[Stored data]
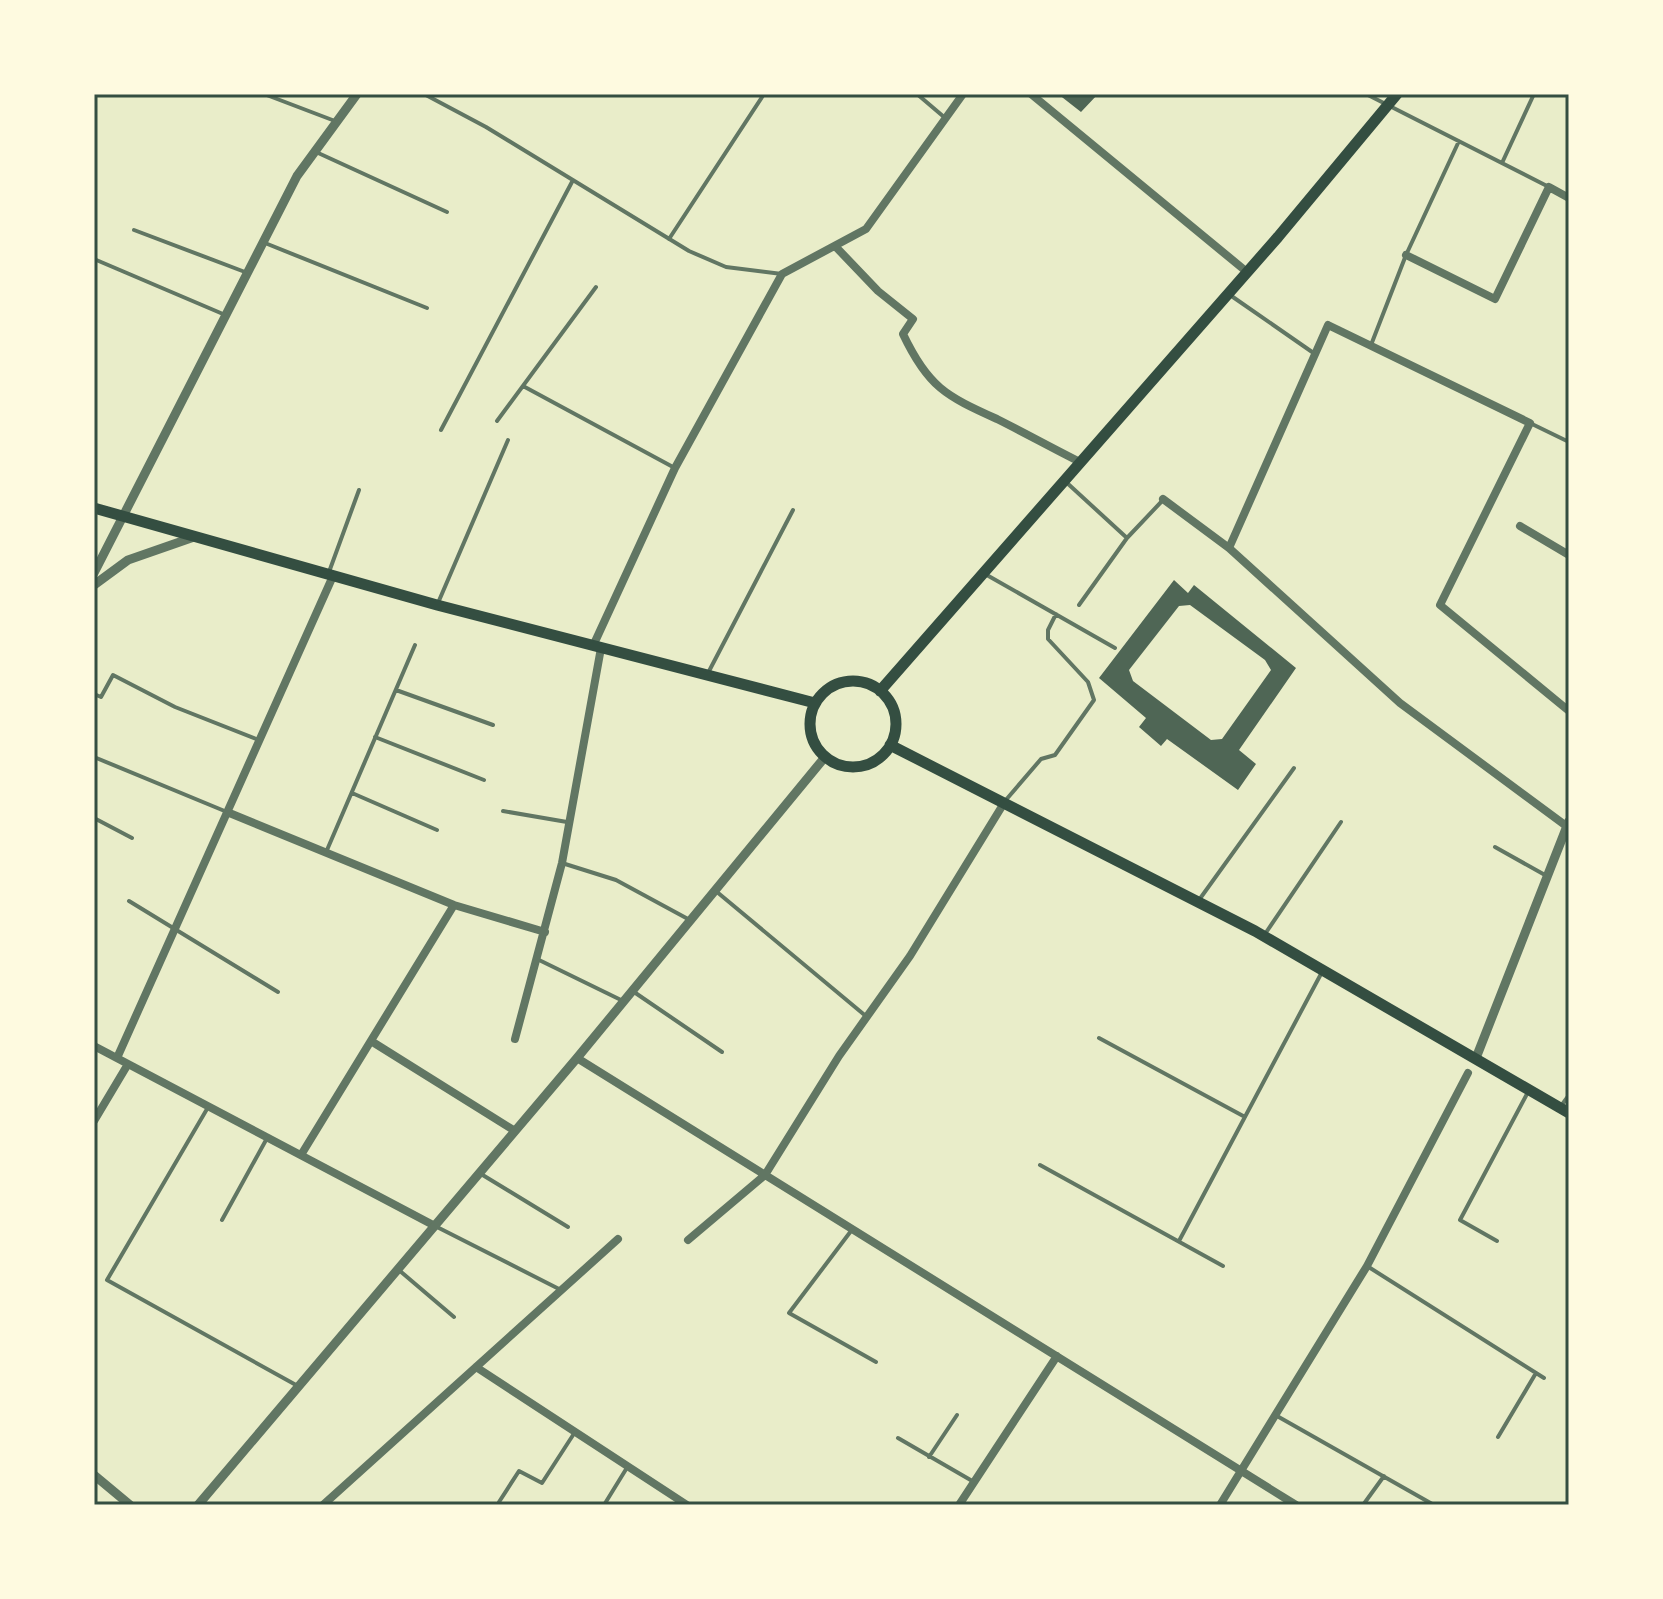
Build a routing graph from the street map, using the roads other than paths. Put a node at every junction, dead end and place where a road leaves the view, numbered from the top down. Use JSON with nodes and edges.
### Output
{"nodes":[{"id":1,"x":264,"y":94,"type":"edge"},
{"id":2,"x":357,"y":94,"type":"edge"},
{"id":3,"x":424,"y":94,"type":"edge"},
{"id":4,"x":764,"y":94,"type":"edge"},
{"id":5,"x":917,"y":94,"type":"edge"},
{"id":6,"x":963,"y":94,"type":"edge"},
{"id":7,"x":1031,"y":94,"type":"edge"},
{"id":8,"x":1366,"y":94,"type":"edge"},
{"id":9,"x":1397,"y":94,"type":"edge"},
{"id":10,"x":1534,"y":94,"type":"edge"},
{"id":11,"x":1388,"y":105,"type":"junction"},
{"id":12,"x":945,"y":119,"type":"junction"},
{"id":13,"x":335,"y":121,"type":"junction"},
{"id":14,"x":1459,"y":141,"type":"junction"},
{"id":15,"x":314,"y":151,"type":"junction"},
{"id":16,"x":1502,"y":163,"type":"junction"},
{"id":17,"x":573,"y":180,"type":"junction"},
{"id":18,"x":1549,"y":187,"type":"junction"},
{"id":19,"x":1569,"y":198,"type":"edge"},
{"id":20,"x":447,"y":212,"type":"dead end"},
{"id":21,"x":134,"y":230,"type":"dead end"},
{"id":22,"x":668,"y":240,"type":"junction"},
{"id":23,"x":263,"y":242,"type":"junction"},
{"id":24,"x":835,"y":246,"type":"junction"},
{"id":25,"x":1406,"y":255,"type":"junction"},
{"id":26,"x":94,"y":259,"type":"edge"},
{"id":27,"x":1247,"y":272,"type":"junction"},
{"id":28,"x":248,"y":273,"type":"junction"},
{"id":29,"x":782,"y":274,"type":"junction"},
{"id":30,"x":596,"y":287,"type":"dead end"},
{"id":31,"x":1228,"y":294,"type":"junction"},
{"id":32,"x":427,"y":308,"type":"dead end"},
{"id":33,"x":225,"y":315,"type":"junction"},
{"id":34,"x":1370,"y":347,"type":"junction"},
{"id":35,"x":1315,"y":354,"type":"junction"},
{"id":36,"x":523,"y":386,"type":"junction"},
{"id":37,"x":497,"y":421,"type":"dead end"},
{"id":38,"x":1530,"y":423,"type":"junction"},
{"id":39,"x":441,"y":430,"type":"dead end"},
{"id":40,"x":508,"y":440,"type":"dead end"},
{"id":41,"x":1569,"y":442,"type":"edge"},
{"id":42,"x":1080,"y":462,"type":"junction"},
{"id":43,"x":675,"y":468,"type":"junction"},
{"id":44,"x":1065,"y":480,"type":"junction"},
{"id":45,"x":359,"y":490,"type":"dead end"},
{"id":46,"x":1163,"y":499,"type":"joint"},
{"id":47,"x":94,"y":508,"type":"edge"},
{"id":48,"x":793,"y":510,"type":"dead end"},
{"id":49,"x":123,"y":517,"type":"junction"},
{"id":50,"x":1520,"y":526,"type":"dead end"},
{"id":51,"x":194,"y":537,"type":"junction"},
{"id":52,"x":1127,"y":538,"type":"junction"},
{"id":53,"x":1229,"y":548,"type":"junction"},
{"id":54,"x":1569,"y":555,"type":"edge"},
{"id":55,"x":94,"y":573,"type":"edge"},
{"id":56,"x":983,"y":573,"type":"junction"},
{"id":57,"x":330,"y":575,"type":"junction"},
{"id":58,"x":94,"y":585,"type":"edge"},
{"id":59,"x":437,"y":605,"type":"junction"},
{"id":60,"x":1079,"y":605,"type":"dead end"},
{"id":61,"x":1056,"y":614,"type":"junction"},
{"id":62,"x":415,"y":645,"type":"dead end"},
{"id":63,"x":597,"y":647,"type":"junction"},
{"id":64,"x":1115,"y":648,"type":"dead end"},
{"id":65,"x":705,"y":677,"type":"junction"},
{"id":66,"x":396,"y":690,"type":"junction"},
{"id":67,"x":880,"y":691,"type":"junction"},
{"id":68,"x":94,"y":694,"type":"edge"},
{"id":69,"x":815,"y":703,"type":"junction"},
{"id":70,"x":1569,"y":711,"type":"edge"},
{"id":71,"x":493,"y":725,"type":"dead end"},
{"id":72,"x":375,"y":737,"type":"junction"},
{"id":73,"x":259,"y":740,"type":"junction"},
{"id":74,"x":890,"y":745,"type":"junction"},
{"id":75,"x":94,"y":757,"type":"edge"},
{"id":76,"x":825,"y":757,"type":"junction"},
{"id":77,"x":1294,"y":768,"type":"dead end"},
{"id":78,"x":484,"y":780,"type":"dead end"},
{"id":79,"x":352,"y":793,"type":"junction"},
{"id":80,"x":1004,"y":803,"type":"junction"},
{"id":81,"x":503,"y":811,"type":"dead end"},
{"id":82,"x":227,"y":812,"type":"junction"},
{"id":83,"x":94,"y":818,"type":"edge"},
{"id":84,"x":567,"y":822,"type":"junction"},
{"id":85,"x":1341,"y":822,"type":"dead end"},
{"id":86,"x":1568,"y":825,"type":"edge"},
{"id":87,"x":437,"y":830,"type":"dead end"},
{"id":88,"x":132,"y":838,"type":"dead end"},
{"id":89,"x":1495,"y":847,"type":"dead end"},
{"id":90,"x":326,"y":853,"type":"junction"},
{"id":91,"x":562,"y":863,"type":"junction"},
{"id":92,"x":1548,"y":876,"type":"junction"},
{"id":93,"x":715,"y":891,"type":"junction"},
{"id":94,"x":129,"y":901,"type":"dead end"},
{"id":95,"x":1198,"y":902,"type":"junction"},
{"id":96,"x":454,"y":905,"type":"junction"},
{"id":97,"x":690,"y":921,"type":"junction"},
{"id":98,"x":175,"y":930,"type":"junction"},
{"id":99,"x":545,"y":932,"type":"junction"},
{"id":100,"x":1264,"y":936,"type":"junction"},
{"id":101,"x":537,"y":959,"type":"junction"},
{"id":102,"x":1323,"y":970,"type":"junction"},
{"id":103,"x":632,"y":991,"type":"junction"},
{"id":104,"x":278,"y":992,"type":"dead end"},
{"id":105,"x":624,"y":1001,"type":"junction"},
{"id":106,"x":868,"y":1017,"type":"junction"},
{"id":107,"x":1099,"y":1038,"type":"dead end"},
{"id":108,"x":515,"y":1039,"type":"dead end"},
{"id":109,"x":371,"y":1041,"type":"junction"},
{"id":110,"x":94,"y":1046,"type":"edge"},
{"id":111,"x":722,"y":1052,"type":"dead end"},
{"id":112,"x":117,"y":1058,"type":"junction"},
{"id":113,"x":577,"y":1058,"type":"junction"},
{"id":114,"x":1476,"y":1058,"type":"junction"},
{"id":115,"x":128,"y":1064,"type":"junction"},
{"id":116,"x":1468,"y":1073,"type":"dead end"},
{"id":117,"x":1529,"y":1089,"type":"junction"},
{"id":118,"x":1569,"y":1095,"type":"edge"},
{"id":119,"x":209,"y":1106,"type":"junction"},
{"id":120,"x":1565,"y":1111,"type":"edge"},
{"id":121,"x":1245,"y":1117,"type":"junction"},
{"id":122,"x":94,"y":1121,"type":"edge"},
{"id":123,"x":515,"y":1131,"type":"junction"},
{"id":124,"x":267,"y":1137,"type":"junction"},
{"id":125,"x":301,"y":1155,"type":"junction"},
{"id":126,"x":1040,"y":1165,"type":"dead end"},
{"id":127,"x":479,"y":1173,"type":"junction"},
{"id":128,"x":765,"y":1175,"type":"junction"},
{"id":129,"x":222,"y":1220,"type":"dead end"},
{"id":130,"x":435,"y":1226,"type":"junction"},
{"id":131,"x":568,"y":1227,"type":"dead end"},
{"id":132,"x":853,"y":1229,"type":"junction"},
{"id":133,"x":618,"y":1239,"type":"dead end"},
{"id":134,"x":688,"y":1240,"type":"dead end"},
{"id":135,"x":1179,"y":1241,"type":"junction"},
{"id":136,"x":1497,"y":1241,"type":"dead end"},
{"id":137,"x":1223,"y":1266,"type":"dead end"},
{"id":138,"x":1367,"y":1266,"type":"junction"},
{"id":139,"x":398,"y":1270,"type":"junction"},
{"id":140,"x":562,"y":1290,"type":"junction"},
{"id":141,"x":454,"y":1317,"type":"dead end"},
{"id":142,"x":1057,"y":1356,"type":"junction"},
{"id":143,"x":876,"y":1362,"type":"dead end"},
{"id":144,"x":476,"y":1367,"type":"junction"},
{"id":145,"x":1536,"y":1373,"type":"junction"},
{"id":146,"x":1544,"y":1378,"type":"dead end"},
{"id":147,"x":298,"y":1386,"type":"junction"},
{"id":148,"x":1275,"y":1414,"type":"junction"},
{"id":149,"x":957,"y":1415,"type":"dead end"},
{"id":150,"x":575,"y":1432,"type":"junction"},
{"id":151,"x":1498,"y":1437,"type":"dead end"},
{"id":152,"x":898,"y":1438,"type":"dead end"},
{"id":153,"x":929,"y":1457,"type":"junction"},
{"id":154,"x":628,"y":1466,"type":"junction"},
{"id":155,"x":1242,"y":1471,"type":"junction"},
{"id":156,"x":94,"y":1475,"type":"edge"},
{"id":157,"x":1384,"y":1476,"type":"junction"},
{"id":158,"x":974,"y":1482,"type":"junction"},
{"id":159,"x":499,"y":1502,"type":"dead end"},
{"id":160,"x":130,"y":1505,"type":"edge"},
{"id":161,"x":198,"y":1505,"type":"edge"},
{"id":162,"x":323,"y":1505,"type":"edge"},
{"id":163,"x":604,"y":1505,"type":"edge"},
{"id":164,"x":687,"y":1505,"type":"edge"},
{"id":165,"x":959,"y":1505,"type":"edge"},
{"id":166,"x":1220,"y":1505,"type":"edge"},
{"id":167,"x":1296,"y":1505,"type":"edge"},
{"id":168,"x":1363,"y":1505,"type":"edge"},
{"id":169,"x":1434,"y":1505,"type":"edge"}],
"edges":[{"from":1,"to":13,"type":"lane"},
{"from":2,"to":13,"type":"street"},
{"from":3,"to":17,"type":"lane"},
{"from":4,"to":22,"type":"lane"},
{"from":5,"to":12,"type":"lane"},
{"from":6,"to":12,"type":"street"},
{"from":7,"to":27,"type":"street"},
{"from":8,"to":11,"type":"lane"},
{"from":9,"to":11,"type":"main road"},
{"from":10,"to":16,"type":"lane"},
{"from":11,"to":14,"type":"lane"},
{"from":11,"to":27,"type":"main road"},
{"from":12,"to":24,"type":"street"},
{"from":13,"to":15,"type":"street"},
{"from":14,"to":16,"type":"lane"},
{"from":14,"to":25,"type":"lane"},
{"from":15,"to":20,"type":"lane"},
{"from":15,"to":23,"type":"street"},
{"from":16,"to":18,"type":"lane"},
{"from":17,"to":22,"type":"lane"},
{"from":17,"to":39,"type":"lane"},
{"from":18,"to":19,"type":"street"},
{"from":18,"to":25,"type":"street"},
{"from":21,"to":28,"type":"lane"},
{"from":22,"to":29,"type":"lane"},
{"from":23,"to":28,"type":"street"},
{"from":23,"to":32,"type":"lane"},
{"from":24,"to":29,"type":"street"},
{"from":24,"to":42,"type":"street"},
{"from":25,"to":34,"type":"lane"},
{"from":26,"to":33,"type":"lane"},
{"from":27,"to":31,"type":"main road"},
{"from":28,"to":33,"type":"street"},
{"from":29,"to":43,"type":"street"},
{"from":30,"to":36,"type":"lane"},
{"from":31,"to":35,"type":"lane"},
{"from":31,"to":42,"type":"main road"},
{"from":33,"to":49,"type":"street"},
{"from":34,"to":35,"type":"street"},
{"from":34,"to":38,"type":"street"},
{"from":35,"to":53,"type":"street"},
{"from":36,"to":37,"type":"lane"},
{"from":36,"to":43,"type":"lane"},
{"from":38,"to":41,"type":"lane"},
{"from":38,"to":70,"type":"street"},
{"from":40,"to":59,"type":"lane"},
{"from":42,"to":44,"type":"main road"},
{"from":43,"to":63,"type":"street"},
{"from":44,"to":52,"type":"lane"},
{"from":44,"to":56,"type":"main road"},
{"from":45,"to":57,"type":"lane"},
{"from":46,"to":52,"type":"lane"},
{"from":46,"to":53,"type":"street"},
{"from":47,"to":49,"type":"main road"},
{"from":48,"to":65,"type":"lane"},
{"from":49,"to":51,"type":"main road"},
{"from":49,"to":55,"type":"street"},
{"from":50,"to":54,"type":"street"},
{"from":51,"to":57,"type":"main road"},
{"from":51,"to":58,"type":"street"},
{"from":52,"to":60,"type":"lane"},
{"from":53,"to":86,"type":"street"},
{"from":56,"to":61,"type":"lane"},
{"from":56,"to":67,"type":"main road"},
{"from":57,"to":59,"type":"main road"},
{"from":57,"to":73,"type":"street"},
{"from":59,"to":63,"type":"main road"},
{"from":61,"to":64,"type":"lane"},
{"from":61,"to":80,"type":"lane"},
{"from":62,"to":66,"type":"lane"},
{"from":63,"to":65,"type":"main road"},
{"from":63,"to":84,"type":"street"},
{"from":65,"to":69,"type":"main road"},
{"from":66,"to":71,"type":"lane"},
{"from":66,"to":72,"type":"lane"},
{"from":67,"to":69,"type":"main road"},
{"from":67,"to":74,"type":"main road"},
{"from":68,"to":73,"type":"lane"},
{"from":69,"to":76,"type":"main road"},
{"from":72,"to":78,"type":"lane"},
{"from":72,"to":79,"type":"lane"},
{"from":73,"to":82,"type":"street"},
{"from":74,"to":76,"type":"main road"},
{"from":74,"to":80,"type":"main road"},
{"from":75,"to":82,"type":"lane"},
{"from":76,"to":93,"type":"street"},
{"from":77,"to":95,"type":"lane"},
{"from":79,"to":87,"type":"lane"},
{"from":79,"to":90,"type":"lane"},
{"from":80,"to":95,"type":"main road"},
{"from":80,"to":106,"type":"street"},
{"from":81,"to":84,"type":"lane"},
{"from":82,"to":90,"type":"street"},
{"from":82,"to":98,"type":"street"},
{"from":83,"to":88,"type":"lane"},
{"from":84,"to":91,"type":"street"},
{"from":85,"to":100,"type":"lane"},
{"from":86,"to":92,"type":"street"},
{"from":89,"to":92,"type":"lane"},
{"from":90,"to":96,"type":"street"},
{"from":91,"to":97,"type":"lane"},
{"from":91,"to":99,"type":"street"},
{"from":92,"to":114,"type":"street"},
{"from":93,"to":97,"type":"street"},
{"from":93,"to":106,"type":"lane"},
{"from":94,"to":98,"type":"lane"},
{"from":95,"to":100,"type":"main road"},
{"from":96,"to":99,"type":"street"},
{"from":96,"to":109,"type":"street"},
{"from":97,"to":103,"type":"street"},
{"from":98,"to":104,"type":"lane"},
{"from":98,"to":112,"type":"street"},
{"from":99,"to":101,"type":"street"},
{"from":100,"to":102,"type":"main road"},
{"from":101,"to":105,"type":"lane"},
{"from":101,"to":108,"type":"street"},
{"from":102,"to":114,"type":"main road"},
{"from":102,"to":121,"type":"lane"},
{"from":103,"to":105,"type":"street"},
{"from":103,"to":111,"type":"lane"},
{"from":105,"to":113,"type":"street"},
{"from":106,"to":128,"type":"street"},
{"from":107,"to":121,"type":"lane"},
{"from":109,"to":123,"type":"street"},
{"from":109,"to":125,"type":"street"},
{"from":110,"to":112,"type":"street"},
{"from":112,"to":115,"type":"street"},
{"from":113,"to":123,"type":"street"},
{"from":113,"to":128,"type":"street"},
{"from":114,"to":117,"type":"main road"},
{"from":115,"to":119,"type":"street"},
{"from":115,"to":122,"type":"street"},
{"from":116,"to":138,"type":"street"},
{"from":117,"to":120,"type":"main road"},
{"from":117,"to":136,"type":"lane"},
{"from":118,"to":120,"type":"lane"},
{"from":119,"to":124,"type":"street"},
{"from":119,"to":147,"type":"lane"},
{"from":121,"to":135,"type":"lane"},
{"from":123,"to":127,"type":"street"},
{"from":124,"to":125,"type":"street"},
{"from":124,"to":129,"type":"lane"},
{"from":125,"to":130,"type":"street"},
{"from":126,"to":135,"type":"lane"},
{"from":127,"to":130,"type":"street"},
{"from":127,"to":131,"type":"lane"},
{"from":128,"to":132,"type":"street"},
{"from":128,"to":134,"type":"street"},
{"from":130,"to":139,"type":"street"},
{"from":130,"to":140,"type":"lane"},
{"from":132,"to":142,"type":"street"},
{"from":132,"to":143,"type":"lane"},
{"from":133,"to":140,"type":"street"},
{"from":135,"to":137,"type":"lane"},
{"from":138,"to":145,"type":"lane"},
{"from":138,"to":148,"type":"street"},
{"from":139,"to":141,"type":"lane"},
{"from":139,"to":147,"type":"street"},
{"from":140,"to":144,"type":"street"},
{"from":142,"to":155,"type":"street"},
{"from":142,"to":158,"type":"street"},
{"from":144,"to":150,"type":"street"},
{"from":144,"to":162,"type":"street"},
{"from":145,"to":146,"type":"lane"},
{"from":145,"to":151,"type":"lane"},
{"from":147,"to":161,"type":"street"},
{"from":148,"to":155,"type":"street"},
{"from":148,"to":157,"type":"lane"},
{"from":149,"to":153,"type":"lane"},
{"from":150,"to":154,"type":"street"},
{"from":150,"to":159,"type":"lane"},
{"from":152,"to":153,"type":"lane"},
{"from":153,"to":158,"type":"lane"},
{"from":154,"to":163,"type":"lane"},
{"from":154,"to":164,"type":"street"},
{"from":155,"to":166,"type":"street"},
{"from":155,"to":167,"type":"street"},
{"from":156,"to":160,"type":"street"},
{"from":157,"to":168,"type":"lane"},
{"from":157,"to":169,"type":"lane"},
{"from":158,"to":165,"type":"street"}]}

Problem requirements
From the entries above, return each line with the word "edges" in it.

Result
Build a routing graph from the street map, using the roads other than paths. Put a node at every junction, dead end and place where a road leaves the view, numbered from the top down. Use JSON with nodes and edges.
"edges":[{"from":1,"to":13,"type":"lane"},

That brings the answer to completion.